The BEAST attack is a good example where ciphersuite whitelists are not enough. If a client used False Start as described in the standard, it couldn’t detect an attacker spoofing the server version in a downgrade attack. Thus, even if both the client and server supported TLS 1.1, which is secure against BEAST, False Start would have made the client insecure. Stock SSL would detect the version downgrade attack before sending any data and thus be safe.

The False Start standard (or at least implementations) could be modified to only allow False Start if the TLS version is 1.1 or higher. But this wouldn’t prevent downgrade attacks against TLS 1.1 or newer versions. You can’t both be proactively secure against the next protocol attack and use False Start. This may be a reasonable tradeoff, but it does make me a bit uncomfortable.

Snap Start removes both round trips for subsequent connections to the same server. This is one better than stock SSL session resumption. Additionally, it allows rekeying whereas session resumption uses the same shared key. The security cost is that Snap Start removes the server’s random contribution.
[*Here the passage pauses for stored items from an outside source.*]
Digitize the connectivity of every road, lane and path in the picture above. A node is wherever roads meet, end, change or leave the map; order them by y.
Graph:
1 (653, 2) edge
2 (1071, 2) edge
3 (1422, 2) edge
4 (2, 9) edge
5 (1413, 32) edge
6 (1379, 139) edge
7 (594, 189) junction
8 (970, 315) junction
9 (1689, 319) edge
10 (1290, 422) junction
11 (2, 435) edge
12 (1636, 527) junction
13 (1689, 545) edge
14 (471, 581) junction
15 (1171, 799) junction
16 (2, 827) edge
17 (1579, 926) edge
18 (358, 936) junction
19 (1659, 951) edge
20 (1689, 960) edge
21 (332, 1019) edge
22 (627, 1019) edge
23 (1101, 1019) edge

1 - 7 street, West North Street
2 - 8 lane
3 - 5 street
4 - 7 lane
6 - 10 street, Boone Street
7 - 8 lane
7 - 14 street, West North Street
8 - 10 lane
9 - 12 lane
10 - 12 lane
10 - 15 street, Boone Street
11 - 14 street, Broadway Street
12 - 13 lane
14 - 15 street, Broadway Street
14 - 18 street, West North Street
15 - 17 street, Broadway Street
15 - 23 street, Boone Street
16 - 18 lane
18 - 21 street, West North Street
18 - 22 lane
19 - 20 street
SSL is designed to fail safe. For example, neither party solely determines the nonce. Instead, the nonce is derived from both client and server randomness. This way, poor PRNG seeding by one of the participants doesn’t affect the final output.

Snap Start lets the client determine the entire nonce, and the server is expected to check it against a cache to prevent replay. There are measures to limit the size of the cache, but a cache can’t tell you how good the entropy is. Therefore, the nonce may be unique but still predictable. Is this a problem? Probably not, but I haven’t analyzed how a predictable nonce affects all the various operating modes of SSL (e.g., ECDH, client cert auth, SRP auth, etc.)

The key insight between both of these proposed changes to SSL is that latency is an important issue to SSL adoption, even with session resumption being built in from the beginning. Also, Google is willing to shift the responsibility for SSL security towards the client in order to save on latency. This makes sense when you own a client and your security deployment model is to ship frequent client updates. It’s less clear that this tradeoff is worth it for SSL applications besides HTTP or other security models.

I appreciate the work people like Adam have been doing to improve SSL performance and security. Obviously, unprotected HTTP is worse than some reductions in SSL security. However, careful study is needed for the many users of these kinds of protocol changes before their full impact is known. I remain cautious about adopting them.

12 thoughts on “SSL optimization and security talk

  1. I agree that false start and snap start represent tradeoffs of a bit of security for better startup latency.

    I hadn’t heard that snap start was formally withdrawn, but I think it was probably for the better. Not that I know of anything broken about it, it just seemed like too fundamental of a change to try to make via the extension mechanism. It more or less created a new protocol.

    But false start is not nearly so complicated and ambitious. When all the parameters align perfectly, it simply relaxes an ordering constraint (otherwise it does nothing). It is true that this could allow an attacker to see some of the first blocks of AES CBC ciphertext, but I don’t see how that could enable the BEAST attack directly. Even if there were other channels by which the attacker could prompt the client to re-transmit the chosen plaintext, I don’t think the APIs would let him ‘false start’ a second block of it adaptively (after he knows the next IV).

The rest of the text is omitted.